Now one thing no one can speedup and that's branches of course.

Yet 500 cycles per node, realize Schach 3.0 already was 600 cycles per node at an oldie pentium...

Sure, that was in assembler...

Vincent

bpfliegel · Post by **bpfliegel** » Wed Mar 21, 2012 11:48 pm

Maybe a good initial measurement is to check what the standard benchmark test (hash 128, 1 cpu, search depth 12) returns regarding nps. I'm also working on a 100% safe code and portable (SL, WP7) C# version of Stockfish for 3 months already (second half of the time optimizing it) - the portability will have some differences regarding signaling constructs and some minor areas. I'm getting on my i5 laptop 1080 kps for the original non-SSE gcc version (by running stockfish-222-64-ja.exe bench) and 450 kps for the C# version. In 4CPU mode the ratio is around 1:3 regarding speed when playing. Nothing major is changed principally, but for some of the problems I tried to find answers that are more natural and powerful in .Net - I think started off with just around 160 kps when finishing the raw porting.
The task is really tough, especially the optimization for the 'analyze, optimize, throw it out of the window and start again' part. But some ideas actually work!
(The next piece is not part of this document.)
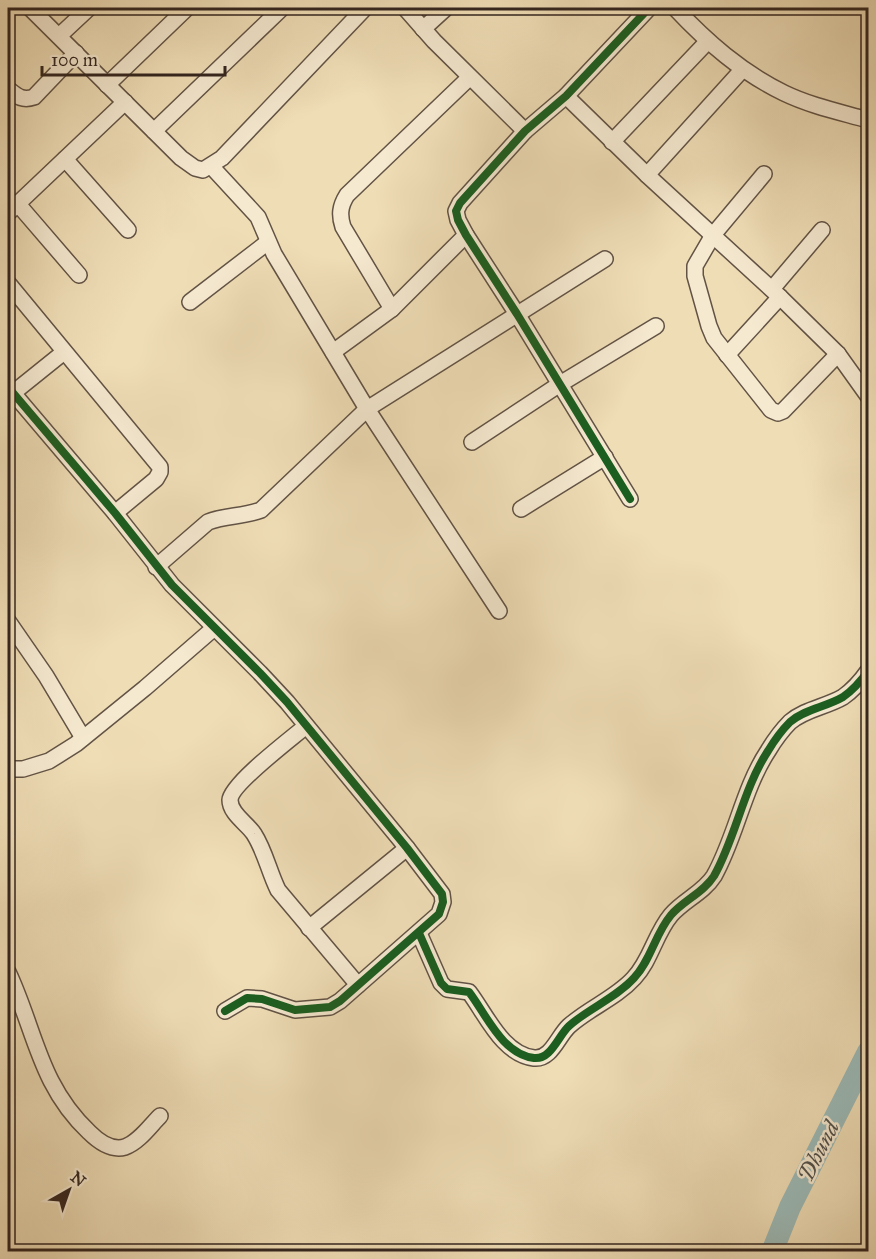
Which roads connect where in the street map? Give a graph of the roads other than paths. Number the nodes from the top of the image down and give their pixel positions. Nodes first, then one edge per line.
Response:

Good luck with the port and looking forward to hear your results!

Cheers, Balint

whittenizer · Post by **whittenizer** » Thu Mar 22, 2012 5:19 am

Hi there.

Thanks for the reply. The port is complete but dealing with performance issues. It very well may be that its as good as its going to get. I'm halting any further work for now so I can rethink my goals and objectives. If anything this was a learning experience but it certainly fell a bit short of my expectations.
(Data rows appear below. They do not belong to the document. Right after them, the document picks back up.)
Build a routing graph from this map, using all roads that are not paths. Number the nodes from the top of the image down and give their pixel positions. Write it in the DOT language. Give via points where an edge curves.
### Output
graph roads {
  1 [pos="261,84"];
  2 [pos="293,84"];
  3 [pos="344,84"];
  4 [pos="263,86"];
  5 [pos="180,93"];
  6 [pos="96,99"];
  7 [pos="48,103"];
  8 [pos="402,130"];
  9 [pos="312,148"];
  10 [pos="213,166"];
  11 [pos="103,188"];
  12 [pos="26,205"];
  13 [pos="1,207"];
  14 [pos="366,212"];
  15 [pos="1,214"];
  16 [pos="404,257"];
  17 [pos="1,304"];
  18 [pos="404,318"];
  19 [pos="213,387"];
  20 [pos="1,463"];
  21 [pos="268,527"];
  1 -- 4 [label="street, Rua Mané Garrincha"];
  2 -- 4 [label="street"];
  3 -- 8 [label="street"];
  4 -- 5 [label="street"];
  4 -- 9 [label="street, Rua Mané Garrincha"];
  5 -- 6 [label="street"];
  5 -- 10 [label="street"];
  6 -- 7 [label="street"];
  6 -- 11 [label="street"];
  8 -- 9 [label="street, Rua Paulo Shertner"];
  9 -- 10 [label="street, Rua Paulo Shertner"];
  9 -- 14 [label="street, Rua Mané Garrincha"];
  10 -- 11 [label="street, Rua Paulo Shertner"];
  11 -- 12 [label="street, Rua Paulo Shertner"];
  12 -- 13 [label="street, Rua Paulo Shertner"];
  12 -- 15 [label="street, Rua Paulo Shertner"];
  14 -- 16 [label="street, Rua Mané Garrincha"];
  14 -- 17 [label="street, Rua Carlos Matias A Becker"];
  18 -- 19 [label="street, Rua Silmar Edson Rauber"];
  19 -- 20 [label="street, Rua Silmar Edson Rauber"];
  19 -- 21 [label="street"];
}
By the way, how did you handle the pointer arithmetic and templates from SF when porting that stuff over to C#? Also, C++ inline methods are not always easy to reproduce in C#. Sure, you can put alot of code inline but some of the heavier methods, you will simply have to take the extra hit of calling those methods multiple times which I hate. Cant put everything inline ya know.
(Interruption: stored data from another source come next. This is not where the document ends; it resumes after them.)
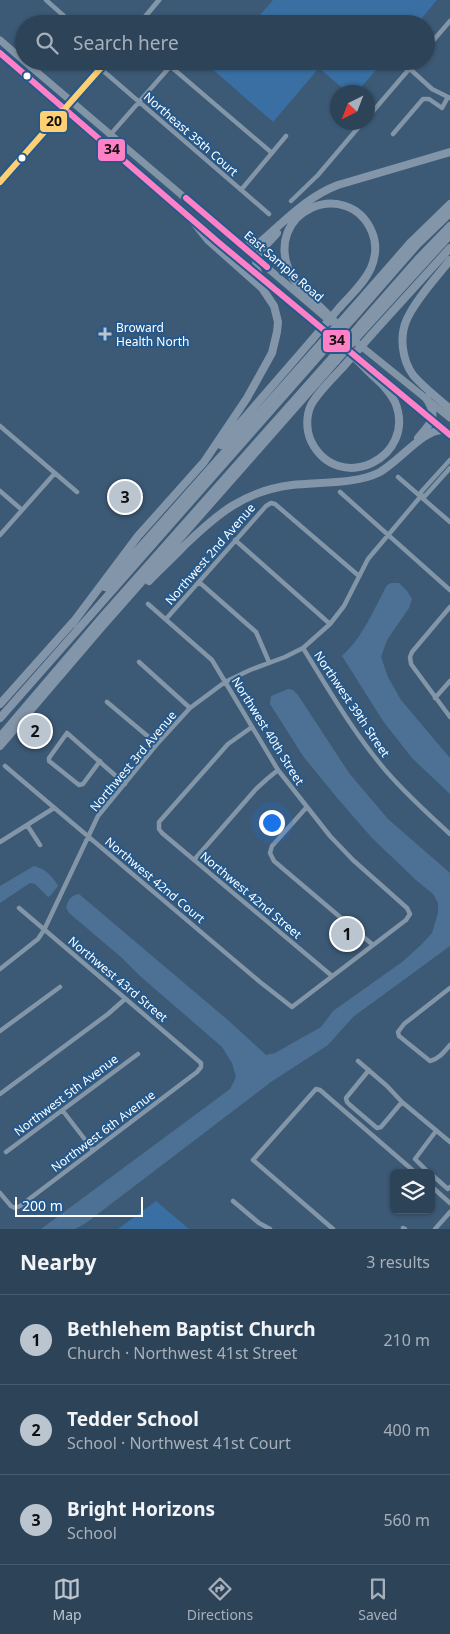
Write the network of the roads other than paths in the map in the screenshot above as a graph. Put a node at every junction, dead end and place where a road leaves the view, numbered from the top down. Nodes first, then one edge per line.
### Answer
1 (46, 0) edge
2 (159, 0) edge
3 (63, 15) edge
4 (146, 15) edge
5 (450, 22) edge
6 (435, 39) edge
7 (0, 40) edge
8 (0, 53) edge
9 (15, 53) edge
10 (15, 66) edge
11 (20, 70) edge
12 (34, 70) edge
13 (100, 70) edge
14 (102, 70) edge
15 (167, 70) edge
16 (175, 70) edge
17 (409, 70) edge
18 (411, 70) edge
19 (449, 98) edge
20 (71, 102) junction
21 (139, 102) junction
22 (65, 109) junction
23 (375, 109) edge
24 (356, 130) edge
25 (393, 134) dead end
26 (110, 135) junction
27 (286, 136) dead end
28 (450, 152) edge
29 (272, 154) junction
30 (0, 182) edge
31 (241, 190) junction
32 (292, 201) dead end
33 (450, 204) edge
34 (450, 213) edge
35 (269, 214) dead end
36 (192, 220) junction
37 (286, 221) junction
38 (450, 226) edge
39 (450, 235) edge
40 (242, 245) junction
41 (450, 248) edge
42 (257, 258) junction
43 (450, 260) edge
44 (260, 277) junction
45 (350, 316) junction
46 (363, 326) junction
47 (345, 334) junction
48 (338, 341) junction
49 (321, 349) junction
50 (334, 360) junction
51 (426, 398) junction
52 (450, 409) edge
53 (450, 418) edge
54 (432, 420) junction
55 (0, 426) edge
56 (447, 432) edge
57 (416, 442) junction
58 (450, 460) edge
59 (204, 462) junction
60 (450, 468) edge
61 (55, 473) junction
62 (398, 477) dead end
63 (0, 491) edge
64 (77, 492) dead end
65 (340, 492) dead end
66 (421, 496) junction
67 (22, 510) junction
68 (450, 522) edge
69 (388, 534) junction
70 (0, 535) edge
71 (235, 540) junction
72 (359, 576) junction
73 (199, 582) junction
74 (450, 590) edge
75 (148, 604) dead end
76 (450, 607) edge
77 (103, 616) junction
78 (166, 619) junction
79 (72, 624) junction
80 (330, 624) junction
81 (102, 628) junction
82 (303, 648) junction
83 (138, 662) dead end
84 (268, 662) junction
85 (450, 681) edge
86 (225, 682) junction
87 (435, 698) junction
88 (107, 702) dead end
89 (0, 704) edge
90 (190, 708) junction
91 (450, 717) edge
92 (0, 718) edge
93 (252, 727) junction
94 (0, 731) edge
95 (0, 737) edge
96 (157, 744) junction
97 (0, 746) edge
98 (100, 761) junction
99 (5, 766) dead end
100 (278, 770) junction
101 (125, 784) junction
102 (54, 808) junction
103 (306, 808) junction
104 (27, 825) junction
105 (450, 834) edge
106 (88, 836) junction
107 (0, 842) edge
108 (40, 845) dead end
109 (194, 860) junction
110 (19, 908) dead end
111 (44, 930) junction
112 (373, 945) junction
113 (0, 959) edge
114 (5, 965) junction
115 (0, 968) edge
116 (332, 976) junction
117 (60, 987) dead end
118 (450, 988) edge
119 (125, 999) junction
120 (0, 1023) edge
121 (2, 1030) edge
122 (450, 1045) edge
123 (138, 1054) dead end
124 (358, 1061) dead end
125 (201, 1067) joint
126 (369, 1070) junction
127 (0, 1094) edge
128 (402, 1102) junction
129 (63, 1111) junction
130 (436, 1131) junction
131 (450, 1142) edge
132 (93, 1150) junction
133 (6, 1152) dead end
134 (411, 1169) edge
135 (425, 1169) edge
136 (435, 1178) edge
137 (450, 1187) edge
138 (435, 1190) edge
139 (0, 1193) edge
140 (233, 1201) dead end
141 (450, 1203) edge
142 (450, 1212) edge
143 (270, 1229) edge
144 (334, 1229) edge
145 (435, 1229) edge

1 - 3 street
2 - 4 street
5 - 6 street
7 - 9 main road, East Sample Road
8 - 10 main road, East Sample Road
11 - 22 main road, East Sample Road
12 - 20 main road, East Sample Road
13 - 20 street
14 - 21 street, Northeast 35th Court
15 - 21 street
16 - 29 street
17 - 23 street
18 - 19 street
19 - 25 street
20 - 22 street
20 - 26 main road, East Sample Road
21 - 26 street
21 - 31 street, Northeast 35th Court
22 - 30 street
22 - 36 main road, East Sample Road
24 - 32 street
26 - 40 main road, East Sample Road
27 - 29 street
28 - 37 highway
29 - 31 street
31 - 35 street, Northeast 35th Court
33 - 45 highway
34 - 45 highway
36 - 44 main road, East Sample Road
36 - 59 highway
37 - 40 highway
37 - 42 highway
38 - 46 highway
39 - 46 highway
40 - 42 main road, East Sample Road
41 - 48 highway, bridge
42 - 44 highway
42 - 47 main road, East Sample Road
43 - 52 highway
44 - 48 main road, East Sample Road
45 - 49 highway, bridge
46 - 50 highway, bridge
47 - 51 main road, East Sample Road
47 - 59 highway, bridge
48 - 54 main road, East Sample Road
49 - 79 highway
49 - 92 highway
50 - 77 highway
50 - 81 highway
51 - 53 main road, East Sample Road
51 - 54 highway
54 - 56 main road, East Sample Road
54 - 57 highway
55 - 61 street
56 - 57 highway
57 - 81 highway
58 - 66 street, Northwest 3rd Avenue
59 - 79 highway
60 - 66 street, Northwest 3rd Avenue
61 - 64 street
61 - 67 street
62 - 66 street
63 - 67 street
65 - 69 street
66 - 68 street
66 - 69 street, Northwest 3rd Avenue
67 - 70 street
69 - 72 street, Northwest 3rd Avenue
69 - 74 street
71 - 72 street, Northwest 2nd Avenue
71 - 73 street, Northwest 2nd Avenue
71 - 80 street
72 - 80 street, Northwest 3rd Avenue
73 - 78 street, Northwest 2nd Avenue
73 - 84 street
75 - 78 street, Northwest 40th Street
76 - 87 street
77 - 94 highway
77 - 95 highway
78 - 86 street, Northwest 40th Street
79 - 89 highway
80 - 82 street, Northwest 3rd Avenue
81 - 97 highway
82 - 84 street, Northwest 3rd Avenue
82 - 105 street, Northwest 39th Street
83 - 90 street
84 - 86 street, Northwest 3rd Avenue
85 - 87 street
86 - 90 street, Northwest 3rd Avenue
86 - 93 street, Northwest 40th Street
87 - 91 street
88 - 96 street
90 - 96 street, Northwest 3rd Avenue
93 - 100 street, Northwest 40th Street
93 - 109 street, Northwest 42nd Street
96 - 101 street, Northwest 3rd Avenue
98 - 98 street
98 - 101 street
99 - 102 street, Northwest 42nd Court
100 - 103 street, Northwest 40th Street
100 - 109 street
101 - 106 street, Northwest 3rd Avenue
102 - 104 street
102 - 106 street, Northwest 42nd Court
103 - 112 street
103 - 112 street, Northwest 40th Street
104 - 107 street
104 - 108 street
106 - 111 street, Northwest 3rd Avenue
106 - 116 street, Northwest 42nd Court
109 - 116 street, Northwest 42nd Street
110 - 111 street, Northwest 43rd Street
111 - 114 street, Northwest 3rd Avenue
111 - 119 street, Northwest 43rd Street
112 - 116 street
113 - 114 street
114 - 115 street, Northwest 3rd Avenue
117 - 121 street
118 - 122 street
119 - 125 street, Northwest 43rd Street
119 - 127 street
120 - 121 street
123 - 129 street, Northwest 5th Avenue
124 - 126 street
125 - 132 street, Northwest 6th Avenue
126 - 128 street
126 - 128 street
128 - 130 street
129 - 132 street
129 - 133 street, Northwest 5th Avenue
130 - 131 street
130 - 135 street
132 - 139 street, Northwest 6th Avenue
134 - 144 street
136 - 137 street
138 - 141 street
140 - 143 street
142 - 145 street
Anyways, Ill keep you posted if I ever start C# back up again. I'm a bit dissapointed but moving forward with other ideas.

Thanks,

bpfliegel · Post by **bpfliegel** » Thu Mar 22, 2012 7:51 am

Hi David,

I think there are no real news to tell:
Pointers - really depends what the nature of that pointer actually is. One could always declare an integer index next to the array and pass it all around, in case there was a pointer passed to a function which was pointing to a middle of an array.
Templates - every template instance was moved into one function, and if/switch applied as C# generics does not support value dependent templating.
Inlining - now that's a tricky question, as there is no explicit inlining possibility - well there is in 4.5 desktop, but this is still beta: [url]http://msdn.microsoft.com/en-us/library ... 10%29.aspx[/url]. But in .Net the concept is just the opposite: the smaller methods are inlined by the JIT and not the compiler - now that depends on which JIT we actually talk about. Silverlight's JIT is somewhat simpler, I have no knowledge on the what MS guys did for WP7. This area is something one should not worry about much, as the JIT does a good job generally. I also did not like much how it looked first - but maintainability is also an aspect.

Cheers, Balint

whittenizer · Post by **whittenizer** » Thu Mar 22, 2012 4:19 pm

Hey,

Thanks for the reply. Yeah, the way we did the pointers was to have this generic class for the different types, and then used implicit operators to get the different functionality. For example, if variable "st" is a pointer declared as Pointer<Stack> then we can do things like:

ss++ or ~ss, what have ya. A really slick way to mimick pointers but this does have some over head. The implicit operator were used so we could loop on the types but regular operators were used for the actual pointer functionality.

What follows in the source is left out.